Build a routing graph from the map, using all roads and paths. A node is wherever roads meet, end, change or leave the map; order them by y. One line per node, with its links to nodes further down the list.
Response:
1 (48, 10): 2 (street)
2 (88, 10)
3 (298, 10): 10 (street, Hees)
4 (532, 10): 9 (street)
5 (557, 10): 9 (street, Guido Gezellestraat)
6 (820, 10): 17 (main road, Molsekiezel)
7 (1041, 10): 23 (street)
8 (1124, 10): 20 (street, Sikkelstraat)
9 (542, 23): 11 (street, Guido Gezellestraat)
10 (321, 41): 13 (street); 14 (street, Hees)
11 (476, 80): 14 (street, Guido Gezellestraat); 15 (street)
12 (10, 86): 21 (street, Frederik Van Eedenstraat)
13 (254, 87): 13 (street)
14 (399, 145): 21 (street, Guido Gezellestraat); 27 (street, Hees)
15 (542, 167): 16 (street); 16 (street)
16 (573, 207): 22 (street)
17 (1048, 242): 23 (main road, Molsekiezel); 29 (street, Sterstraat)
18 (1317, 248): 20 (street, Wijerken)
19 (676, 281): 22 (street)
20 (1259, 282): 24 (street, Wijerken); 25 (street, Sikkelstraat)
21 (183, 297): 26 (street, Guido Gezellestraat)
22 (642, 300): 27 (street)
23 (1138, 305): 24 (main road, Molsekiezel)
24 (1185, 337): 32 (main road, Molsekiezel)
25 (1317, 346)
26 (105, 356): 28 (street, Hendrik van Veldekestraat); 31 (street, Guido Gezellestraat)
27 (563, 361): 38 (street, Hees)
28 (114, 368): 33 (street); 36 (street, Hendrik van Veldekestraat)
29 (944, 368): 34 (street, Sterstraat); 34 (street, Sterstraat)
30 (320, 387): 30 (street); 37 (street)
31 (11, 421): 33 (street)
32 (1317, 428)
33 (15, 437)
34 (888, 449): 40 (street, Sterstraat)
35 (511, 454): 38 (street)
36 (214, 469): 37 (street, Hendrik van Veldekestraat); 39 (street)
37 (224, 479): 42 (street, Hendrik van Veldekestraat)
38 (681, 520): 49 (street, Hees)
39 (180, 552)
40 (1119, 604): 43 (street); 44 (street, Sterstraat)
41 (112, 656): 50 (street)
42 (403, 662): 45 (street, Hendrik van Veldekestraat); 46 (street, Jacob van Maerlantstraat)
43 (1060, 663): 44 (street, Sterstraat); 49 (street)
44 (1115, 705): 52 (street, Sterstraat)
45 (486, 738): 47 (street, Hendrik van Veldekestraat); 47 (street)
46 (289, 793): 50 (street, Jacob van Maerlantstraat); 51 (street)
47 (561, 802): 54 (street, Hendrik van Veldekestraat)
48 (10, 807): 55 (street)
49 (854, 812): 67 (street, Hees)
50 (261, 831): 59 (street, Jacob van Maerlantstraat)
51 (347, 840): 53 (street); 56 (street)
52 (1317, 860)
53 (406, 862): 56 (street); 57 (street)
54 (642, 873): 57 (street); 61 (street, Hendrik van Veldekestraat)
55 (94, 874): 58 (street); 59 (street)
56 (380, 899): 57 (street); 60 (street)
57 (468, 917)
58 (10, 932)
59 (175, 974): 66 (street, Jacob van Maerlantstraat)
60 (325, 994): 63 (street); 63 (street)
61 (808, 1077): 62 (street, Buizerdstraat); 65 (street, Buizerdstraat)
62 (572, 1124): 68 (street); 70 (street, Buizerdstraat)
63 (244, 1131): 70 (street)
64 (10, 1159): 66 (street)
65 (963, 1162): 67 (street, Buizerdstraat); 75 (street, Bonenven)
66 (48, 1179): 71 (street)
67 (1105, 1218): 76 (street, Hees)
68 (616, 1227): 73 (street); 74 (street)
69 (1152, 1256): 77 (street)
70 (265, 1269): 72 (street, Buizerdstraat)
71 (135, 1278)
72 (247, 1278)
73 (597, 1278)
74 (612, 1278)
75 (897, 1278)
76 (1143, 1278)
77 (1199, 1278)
────────────────────
*About this task:*
Would you restate the material word for word, leaving nothing out?

*Written response:*
Build a routing graph from the map, using all roads and paths. A node is wherever roads meet, end, change or leave the map; order them by y. One line per node, with its links to nodes further down the list.
Response:
1 (48, 10): 2 (street)
2 (88, 10)
3 (298, 10): 10 (street, Hees)
4 (532, 10): 9 (street)
5 (557, 10): 9 (street, Guido Gezellestraat)
6 (820, 10): 17 (main road, Molsekiezel)
7 (1041, 10): 23 (street)
8 (1124, 10): 20 (street, Sikkelstraat)
9 (542, 23): 11 (street, Guido Gezellestraat)
10 (321, 41): 13 (street); 14 (street, Hees)
11 (476, 80): 14 (street, Guido Gezellestraat); 15 (street)
12 (10, 86): 21 (street, Frederik Van Eedenstraat)
13 (254, 87): 13 (street)
14 (399, 145): 21 (street, Guido Gezellestraat); 27 (street, Hees)
15 (542, 167): 16 (street); 16 (street)
16 (573, 207): 22 (street)
17 (1048, 242): 23 (main road, Molsekiezel); 29 (street, Sterstraat)
18 (1317, 248): 20 (street, Wijerken)
19 (676, 281): 22 (street)
20 (1259, 282): 24 (street, Wijerken); 25 (street, Sikkelstraat)
21 (183, 297): 26 (street, Guido Gezellestraat)
22 (642, 300): 27 (street)
23 (1138, 305): 24 (main road, Molsekiezel)
24 (1185, 337): 32 (main road, Molsekiezel)
25 (1317, 346)
26 (105, 356): 28 (street, Hendrik van Veldekestraat); 31 (street, Guido Gezellestraat)
27 (563, 361): 38 (street, Hees)
28 (114, 368): 33 (street); 36 (street, Hendrik van Veldekestraat)
29 (944, 368): 34 (street, Sterstraat); 34 (street, Sterstraat)
30 (320, 387): 30 (street); 37 (street)
31 (11, 421): 33 (street)
32 (1317, 428)
33 (15, 437)
34 (888, 449): 40 (street, Sterstraat)
35 (511, 454): 38 (street)
36 (214, 469): 37 (street, Hendrik van Veldekestraat); 39 (street)
37 (224, 479): 42 (street, Hendrik van Veldekestraat)
38 (681, 520): 49 (street, Hees)
39 (180, 552)
40 (1119, 604): 43 (street); 44 (street, Sterstraat)
41 (112, 656): 50 (street)
42 (403, 662): 45 (street, Hendrik van Veldekestraat); 46 (street, Jacob van Maerlantstraat)
43 (1060, 663): 44 (street, Sterstraat); 49 (street)
44 (1115, 705): 52 (street, Sterstraat)
45 (486, 738): 47 (street, Hendrik van Veldekestraat); 47 (street)
46 (289, 793): 50 (street, Jacob van Maerlantstraat); 51 (street)
47 (561, 802): 54 (street, Hendrik van Veldekestraat)
48 (10, 807): 55 (street)
49 (854, 812): 67 (street, Hees)
50 (261, 831): 59 (street, Jacob van Maerlantstraat)
51 (347, 840): 53 (street); 56 (street)
52 (1317, 860)
53 (406, 862): 56 (street); 57 (street)
54 (642, 873): 57 (street); 61 (street, Hendrik van Veldekestraat)
55 (94, 874): 58 (street); 59 (street)
56 (380, 899): 57 (street); 60 (street)
57 (468, 917)
58 (10, 932)
59 (175, 974): 66 (street, Jacob van Maerlantstraat)
60 (325, 994): 63 (street); 63 (street)
61 (808, 1077): 62 (street, Buizerdstraat); 65 (street, Buizerdstraat)
62 (572, 1124): 68 (street); 70 (street, Buizerdstraat)
63 (244, 1131): 70 (street)
64 (10, 1159): 66 (street)
65 (963, 1162): 67 (street, Buizerdstraat); 75 (street, Bonenven)
66 (48, 1179): 71 (street)
67 (1105, 1218): 76 (street, Hees)
68 (616, 1227): 73 (street); 74 (street)
69 (1152, 1256): 77 (street)
70 (265, 1269): 72 (street, Buizerdstraat)
71 (135, 1278)
72 (247, 1278)
73 (597, 1278)
74 (612, 1278)
75 (897, 1278)
76 (1143, 1278)
77 (1199, 1278)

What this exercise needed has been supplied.